Pakistan’s decision to install a gate at the Torkham border against the will of the Afghan government could bring about major negative consequences. What is Pakistan’s future policy plan for developing a route to Central Asia via Afghanistan’s territory? For one thing, will Afghanistan agree to provide a route for Pakistan to approach Central Asia, which is the essential part of CPEC? It’s not only CPEC — other projects will be impacted by the Torkham issue as well. India and Iran have long been waiting to capitalize on the critical issue of the Pakistan-Afghanistan border. Anti-Pakistan sentiments are already at a peak in Northern and Southern Afghanistan. Add to this the Torkham incident and the national and economic interests of Pakistan will be surely damaged. The damage done to bilateral relations with Afghanistan will also create persistent threats to projects like TAPI (the Turkmenistan-Afghanistan-Pakistan-India pipeline) and CASA.
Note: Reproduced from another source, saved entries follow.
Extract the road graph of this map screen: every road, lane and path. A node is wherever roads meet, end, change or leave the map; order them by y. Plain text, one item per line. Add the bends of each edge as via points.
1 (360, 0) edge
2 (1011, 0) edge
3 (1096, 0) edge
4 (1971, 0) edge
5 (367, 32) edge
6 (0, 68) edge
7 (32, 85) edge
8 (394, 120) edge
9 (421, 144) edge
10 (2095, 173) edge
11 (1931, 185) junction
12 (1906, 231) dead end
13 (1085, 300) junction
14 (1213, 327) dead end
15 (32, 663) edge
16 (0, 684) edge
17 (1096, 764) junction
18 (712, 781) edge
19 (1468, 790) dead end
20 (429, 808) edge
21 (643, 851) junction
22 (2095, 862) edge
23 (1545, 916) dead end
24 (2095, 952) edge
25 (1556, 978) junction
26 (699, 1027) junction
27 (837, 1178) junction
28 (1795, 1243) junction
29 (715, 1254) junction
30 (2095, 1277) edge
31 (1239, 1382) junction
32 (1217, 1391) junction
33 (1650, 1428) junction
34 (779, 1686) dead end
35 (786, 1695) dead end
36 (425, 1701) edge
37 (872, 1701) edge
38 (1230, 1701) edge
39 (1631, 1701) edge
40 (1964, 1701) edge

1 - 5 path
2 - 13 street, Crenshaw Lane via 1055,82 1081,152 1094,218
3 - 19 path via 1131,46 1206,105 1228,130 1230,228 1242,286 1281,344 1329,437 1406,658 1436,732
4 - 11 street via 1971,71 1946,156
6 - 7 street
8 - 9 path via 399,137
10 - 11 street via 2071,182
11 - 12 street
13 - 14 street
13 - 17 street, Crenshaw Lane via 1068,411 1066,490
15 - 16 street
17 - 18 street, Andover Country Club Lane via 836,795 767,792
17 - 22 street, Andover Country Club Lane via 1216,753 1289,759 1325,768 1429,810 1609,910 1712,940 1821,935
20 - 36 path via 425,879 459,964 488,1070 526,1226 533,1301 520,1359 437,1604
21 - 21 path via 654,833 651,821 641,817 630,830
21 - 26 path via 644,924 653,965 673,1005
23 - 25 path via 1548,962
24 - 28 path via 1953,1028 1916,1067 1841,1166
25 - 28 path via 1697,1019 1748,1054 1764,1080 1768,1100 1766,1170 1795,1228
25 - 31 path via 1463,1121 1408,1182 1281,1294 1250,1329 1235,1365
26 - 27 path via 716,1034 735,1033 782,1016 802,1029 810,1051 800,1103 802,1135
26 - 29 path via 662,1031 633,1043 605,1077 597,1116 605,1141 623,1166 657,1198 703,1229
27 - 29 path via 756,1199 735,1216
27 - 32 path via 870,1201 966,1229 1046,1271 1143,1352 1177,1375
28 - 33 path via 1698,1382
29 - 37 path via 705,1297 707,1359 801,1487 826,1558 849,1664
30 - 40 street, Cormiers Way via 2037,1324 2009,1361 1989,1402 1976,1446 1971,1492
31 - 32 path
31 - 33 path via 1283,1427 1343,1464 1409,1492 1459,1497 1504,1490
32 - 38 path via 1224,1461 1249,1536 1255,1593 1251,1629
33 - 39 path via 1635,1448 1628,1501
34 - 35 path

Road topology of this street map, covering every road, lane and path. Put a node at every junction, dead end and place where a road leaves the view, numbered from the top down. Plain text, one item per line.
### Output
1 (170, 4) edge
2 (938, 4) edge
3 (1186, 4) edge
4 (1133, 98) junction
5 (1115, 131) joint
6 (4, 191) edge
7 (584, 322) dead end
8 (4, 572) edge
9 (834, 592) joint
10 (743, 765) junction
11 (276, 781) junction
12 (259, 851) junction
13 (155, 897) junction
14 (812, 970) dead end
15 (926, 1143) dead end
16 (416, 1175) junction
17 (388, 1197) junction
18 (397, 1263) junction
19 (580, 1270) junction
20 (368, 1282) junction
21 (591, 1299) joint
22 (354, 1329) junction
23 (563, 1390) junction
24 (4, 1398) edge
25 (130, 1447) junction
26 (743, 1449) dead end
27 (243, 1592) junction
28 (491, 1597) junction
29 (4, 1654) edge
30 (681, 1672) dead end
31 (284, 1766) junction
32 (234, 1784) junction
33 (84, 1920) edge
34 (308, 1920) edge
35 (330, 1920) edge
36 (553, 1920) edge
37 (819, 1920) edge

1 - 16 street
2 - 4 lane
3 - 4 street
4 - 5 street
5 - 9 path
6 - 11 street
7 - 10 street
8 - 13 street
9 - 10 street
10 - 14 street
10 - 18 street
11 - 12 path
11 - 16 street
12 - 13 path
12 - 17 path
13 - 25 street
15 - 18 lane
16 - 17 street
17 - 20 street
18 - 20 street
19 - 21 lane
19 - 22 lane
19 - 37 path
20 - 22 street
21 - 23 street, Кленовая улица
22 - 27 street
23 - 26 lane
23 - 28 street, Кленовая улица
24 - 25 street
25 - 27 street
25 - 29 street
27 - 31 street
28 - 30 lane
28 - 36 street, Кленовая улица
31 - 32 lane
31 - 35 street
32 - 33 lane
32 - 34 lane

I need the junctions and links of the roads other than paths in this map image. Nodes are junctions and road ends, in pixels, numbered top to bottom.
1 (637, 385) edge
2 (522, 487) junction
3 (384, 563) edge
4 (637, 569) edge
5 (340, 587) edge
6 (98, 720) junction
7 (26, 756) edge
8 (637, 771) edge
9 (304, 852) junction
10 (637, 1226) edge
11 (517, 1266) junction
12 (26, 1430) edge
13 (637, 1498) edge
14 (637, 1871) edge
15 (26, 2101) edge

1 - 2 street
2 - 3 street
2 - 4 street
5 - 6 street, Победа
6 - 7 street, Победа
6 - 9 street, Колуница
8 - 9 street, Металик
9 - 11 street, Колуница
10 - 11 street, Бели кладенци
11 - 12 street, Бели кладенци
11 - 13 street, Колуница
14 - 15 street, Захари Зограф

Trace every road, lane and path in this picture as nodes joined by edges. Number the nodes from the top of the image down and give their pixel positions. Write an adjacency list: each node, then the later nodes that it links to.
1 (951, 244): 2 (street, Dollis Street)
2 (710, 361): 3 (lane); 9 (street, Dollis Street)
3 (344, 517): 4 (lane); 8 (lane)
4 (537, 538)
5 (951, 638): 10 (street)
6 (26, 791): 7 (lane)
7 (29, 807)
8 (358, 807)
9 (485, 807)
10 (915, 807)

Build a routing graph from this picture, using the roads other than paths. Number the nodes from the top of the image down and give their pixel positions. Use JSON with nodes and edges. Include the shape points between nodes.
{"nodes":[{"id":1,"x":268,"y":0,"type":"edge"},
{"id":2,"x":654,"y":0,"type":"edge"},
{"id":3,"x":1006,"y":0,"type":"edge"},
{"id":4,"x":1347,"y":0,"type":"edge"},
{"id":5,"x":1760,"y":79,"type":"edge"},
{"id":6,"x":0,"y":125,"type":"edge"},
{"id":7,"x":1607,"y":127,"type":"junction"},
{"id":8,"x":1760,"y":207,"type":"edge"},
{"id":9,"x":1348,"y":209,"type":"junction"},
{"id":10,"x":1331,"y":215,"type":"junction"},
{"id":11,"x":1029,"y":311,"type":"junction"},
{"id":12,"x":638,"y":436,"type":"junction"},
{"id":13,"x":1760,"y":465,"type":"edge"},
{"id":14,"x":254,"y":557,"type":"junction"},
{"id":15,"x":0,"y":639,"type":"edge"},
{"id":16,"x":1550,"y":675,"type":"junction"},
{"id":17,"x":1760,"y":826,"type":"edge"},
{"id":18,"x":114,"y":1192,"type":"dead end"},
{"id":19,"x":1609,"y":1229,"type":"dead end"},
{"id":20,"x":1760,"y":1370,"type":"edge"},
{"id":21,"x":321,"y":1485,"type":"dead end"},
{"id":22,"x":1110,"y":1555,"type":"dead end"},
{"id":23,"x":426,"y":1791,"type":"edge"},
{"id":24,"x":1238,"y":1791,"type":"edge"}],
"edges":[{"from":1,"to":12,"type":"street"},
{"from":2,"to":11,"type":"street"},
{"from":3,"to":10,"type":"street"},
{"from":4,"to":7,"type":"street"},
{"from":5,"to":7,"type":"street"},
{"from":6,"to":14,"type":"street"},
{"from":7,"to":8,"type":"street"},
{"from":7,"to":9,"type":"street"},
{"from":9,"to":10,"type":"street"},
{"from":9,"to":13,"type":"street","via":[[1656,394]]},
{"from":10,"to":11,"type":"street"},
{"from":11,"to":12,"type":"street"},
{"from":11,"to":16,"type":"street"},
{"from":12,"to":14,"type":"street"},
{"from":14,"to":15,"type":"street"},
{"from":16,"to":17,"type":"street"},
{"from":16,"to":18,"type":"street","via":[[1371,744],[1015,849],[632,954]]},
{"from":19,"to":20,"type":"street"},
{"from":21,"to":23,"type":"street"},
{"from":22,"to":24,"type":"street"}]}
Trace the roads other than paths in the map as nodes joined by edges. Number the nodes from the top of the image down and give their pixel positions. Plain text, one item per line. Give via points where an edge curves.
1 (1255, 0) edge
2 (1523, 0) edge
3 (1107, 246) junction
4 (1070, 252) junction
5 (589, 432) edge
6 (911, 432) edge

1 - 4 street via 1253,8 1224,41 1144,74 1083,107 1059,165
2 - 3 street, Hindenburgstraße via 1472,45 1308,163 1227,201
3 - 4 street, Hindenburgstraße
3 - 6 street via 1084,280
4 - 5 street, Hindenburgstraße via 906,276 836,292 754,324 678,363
The active Indian policy to isolate Pakistan in the region seems strong and secure. As India has been funding and supporting Afghanistan in the fields of infrastructure, energy, education and the military since 2006, Afghanistan will never allow any possible threat to India’s interests within its territory. As a result, India will support anti-Pakistan policies in Afghanistan — with the full support of Iran — to destabilize CPEC and CASA at any cost. In addition, the United States will not pass up an opportunity to disturb China’s long-term future interests; Washington could join hands with India to sabotage the China-Pakistan Economic Corridor.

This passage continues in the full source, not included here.